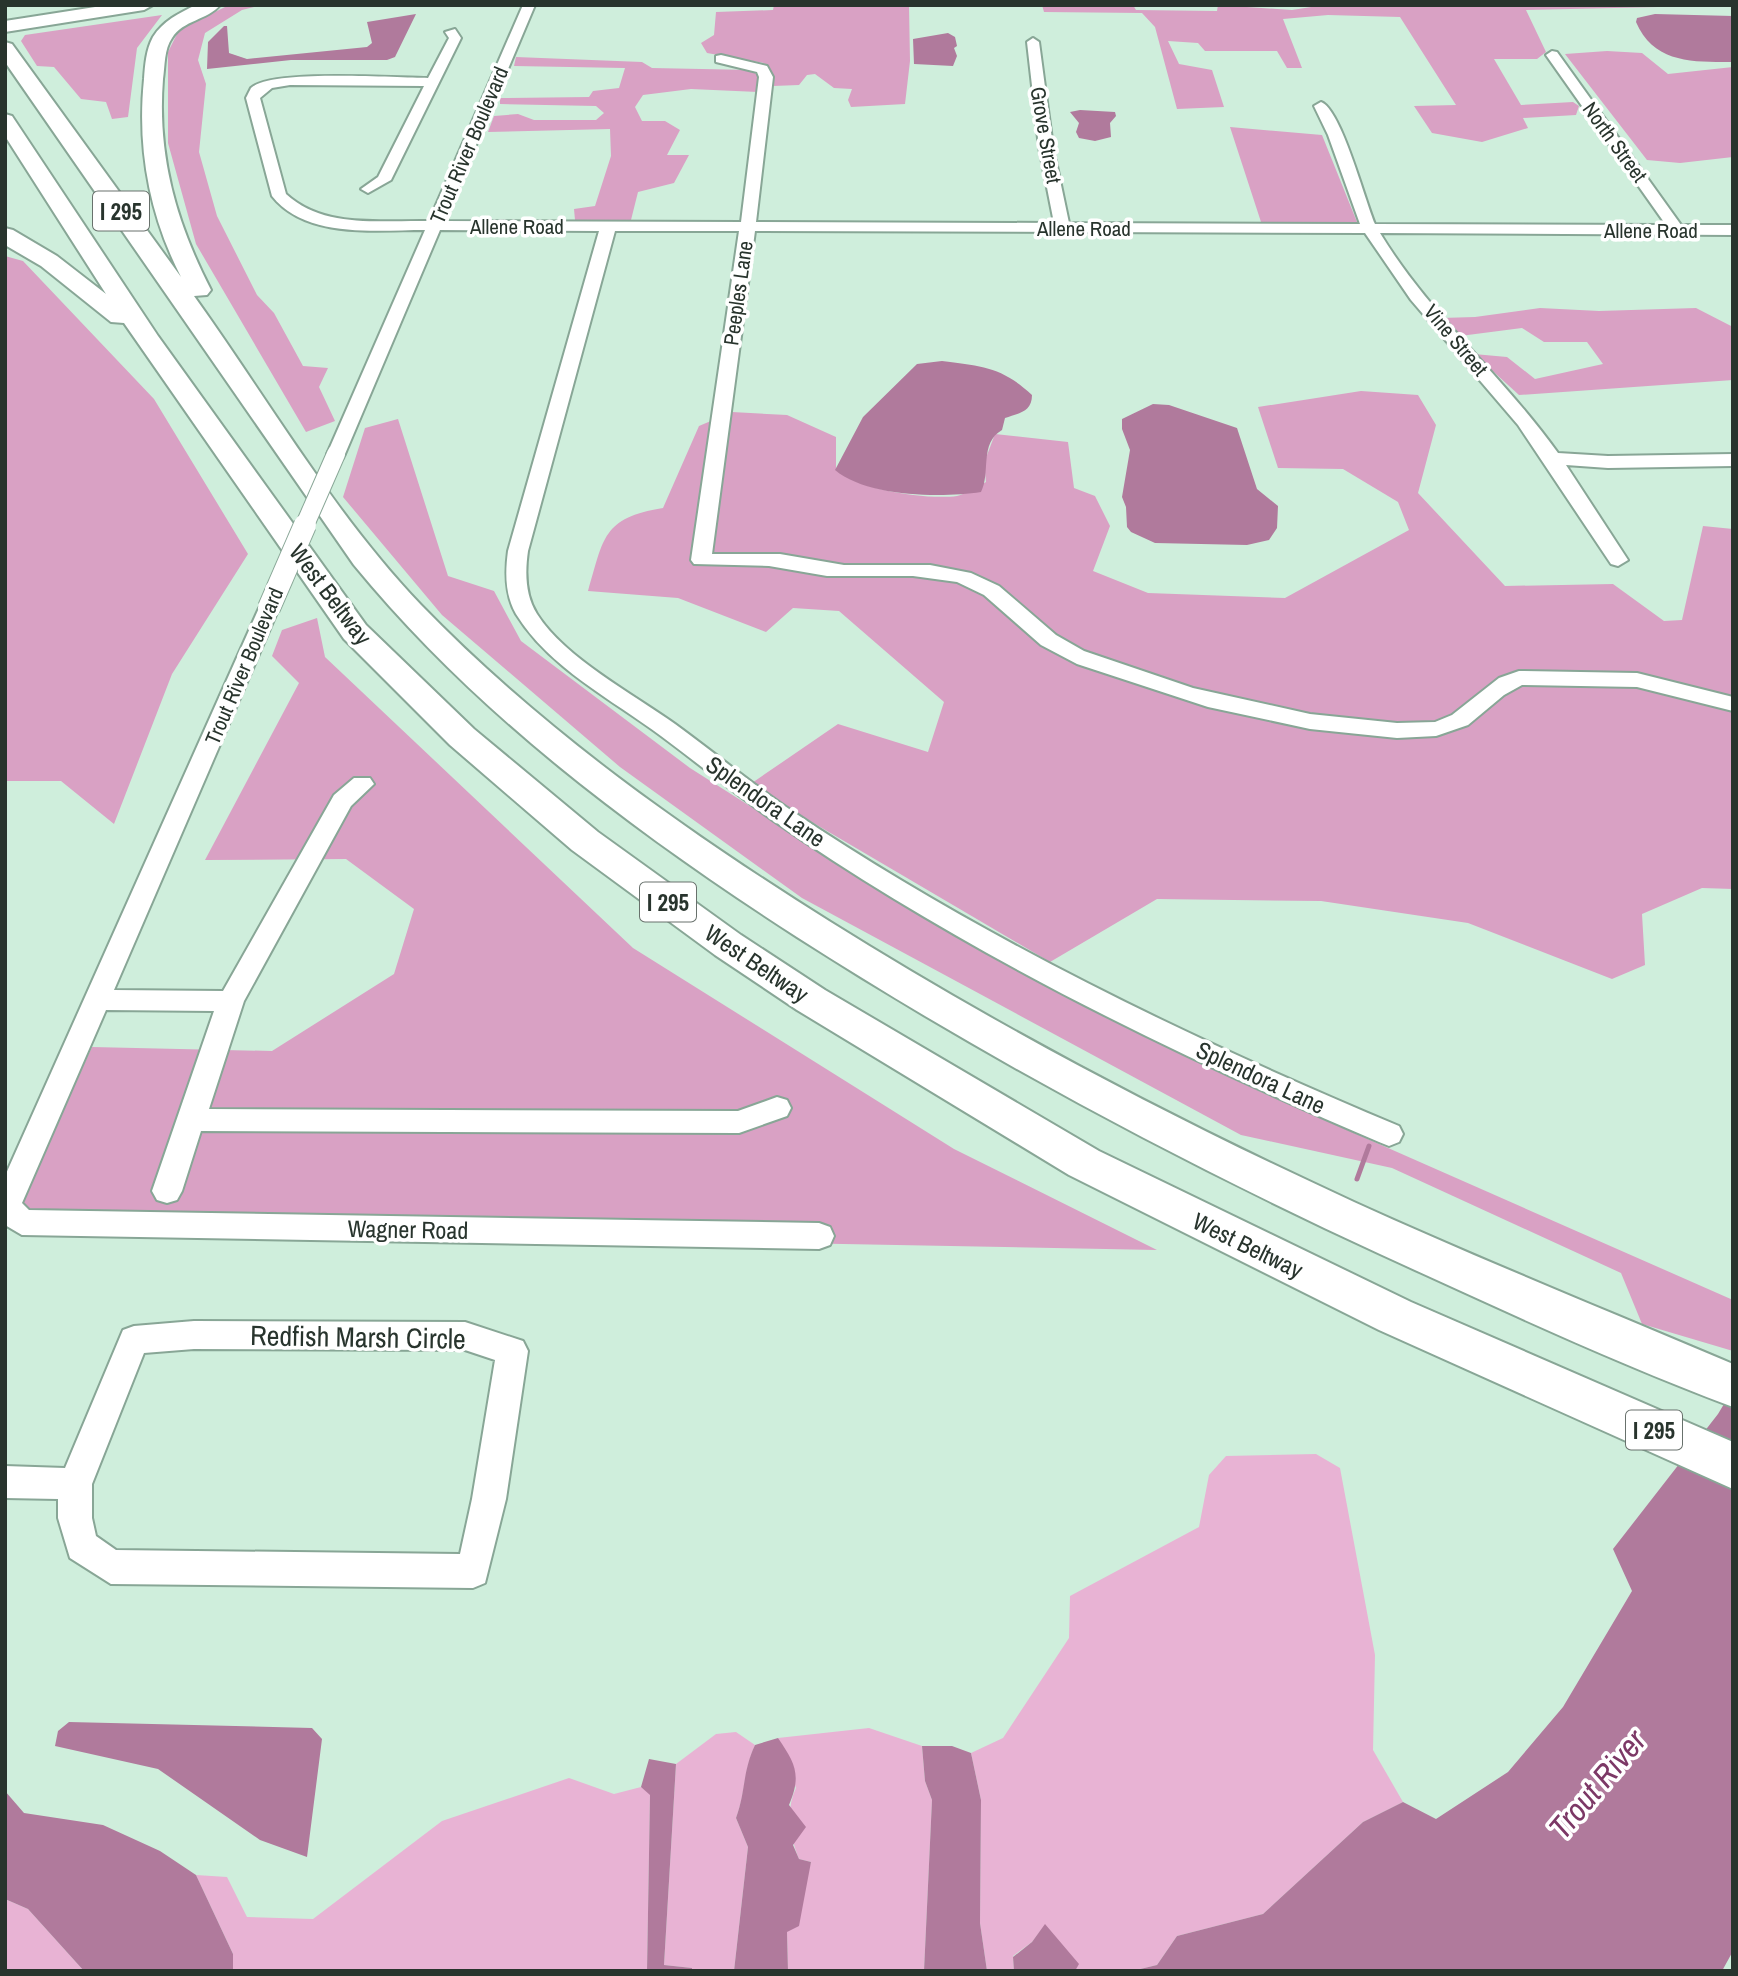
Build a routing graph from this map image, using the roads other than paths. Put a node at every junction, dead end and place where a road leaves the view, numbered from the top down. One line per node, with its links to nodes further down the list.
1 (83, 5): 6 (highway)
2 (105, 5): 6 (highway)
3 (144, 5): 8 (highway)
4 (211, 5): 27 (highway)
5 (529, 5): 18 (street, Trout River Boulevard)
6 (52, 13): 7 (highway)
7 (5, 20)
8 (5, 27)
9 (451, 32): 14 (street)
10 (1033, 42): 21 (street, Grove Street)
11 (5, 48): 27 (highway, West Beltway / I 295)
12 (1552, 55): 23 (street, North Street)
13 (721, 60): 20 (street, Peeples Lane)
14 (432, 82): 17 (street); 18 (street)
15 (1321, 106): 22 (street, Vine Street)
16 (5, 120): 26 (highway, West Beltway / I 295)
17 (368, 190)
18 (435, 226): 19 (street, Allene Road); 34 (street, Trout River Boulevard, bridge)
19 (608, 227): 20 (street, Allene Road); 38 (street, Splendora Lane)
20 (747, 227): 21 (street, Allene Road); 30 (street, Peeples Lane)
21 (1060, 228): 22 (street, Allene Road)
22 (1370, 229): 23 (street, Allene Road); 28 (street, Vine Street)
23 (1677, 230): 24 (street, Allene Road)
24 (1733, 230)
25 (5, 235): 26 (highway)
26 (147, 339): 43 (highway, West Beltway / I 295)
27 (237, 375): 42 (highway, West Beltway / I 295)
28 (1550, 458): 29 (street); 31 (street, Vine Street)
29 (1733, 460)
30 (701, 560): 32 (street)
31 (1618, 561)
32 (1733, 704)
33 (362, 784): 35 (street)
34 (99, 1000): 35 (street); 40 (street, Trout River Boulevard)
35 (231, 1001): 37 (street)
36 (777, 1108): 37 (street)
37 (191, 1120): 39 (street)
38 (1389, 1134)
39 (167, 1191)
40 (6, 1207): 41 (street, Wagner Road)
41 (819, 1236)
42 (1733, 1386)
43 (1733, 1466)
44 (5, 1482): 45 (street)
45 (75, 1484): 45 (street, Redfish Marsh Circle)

What you have to do - Write the records above out again exactly, with no pictures in your copy.

Answer space -
Build a routing graph from this map image, using the roads other than paths. Put a node at every junction, dead end and place where a road leaves the view, numbered from the top down. One line per node, with its links to nodes further down the list.
1 (83, 5): 6 (highway)
2 (105, 5): 6 (highway)
3 (144, 5): 8 (highway)
4 (211, 5): 27 (highway)
5 (529, 5): 18 (street, Trout River Boulevard)
6 (52, 13): 7 (highway)
7 (5, 20)
8 (5, 27)
9 (451, 32): 14 (street)
10 (1033, 42): 21 (street, Grove Street)
11 (5, 48): 27 (highway, West Beltway / I 295)
12 (1552, 55): 23 (street, North Street)
13 (721, 60): 20 (street, Peeples Lane)
14 (432, 82): 17 (street); 18 (street)
15 (1321, 106): 22 (street, Vine Street)
16 (5, 120): 26 (highway, West Beltway / I 295)
17 (368, 190)
18 (435, 226): 19 (street, Allene Road); 34 (street, Trout River Boulevard, bridge)
19 (608, 227): 20 (street, Allene Road); 38 (street, Splendora Lane)
20 (747, 227): 21 (street, Allene Road); 30 (street, Peeples Lane)
21 (1060, 228): 22 (street, Allene Road)
22 (1370, 229): 23 (street, Allene Road); 28 (street, Vine Street)
23 (1677, 230): 24 (street, Allene Road)
24 (1733, 230)
25 (5, 235): 26 (highway)
26 (147, 339): 43 (highway, West Beltway / I 295)
27 (237, 375): 42 (highway, West Beltway / I 295)
28 (1550, 458): 29 (street); 31 (street, Vine Street)
29 (1733, 460)
30 (701, 560): 32 (street)
31 (1618, 561)
32 (1733, 704)
33 (362, 784): 35 (street)
34 (99, 1000): 35 (street); 40 (street, Trout River Boulevard)
35 (231, 1001): 37 (street)
36 (777, 1108): 37 (street)
37 (191, 1120): 39 (street)
38 (1389, 1134)
39 (167, 1191)
40 (6, 1207): 41 (street, Wagner Road)
41 (819, 1236)
42 (1733, 1386)
43 (1733, 1466)
44 (5, 1482): 45 (street)
45 (75, 1484): 45 (street, Redfish Marsh Circle)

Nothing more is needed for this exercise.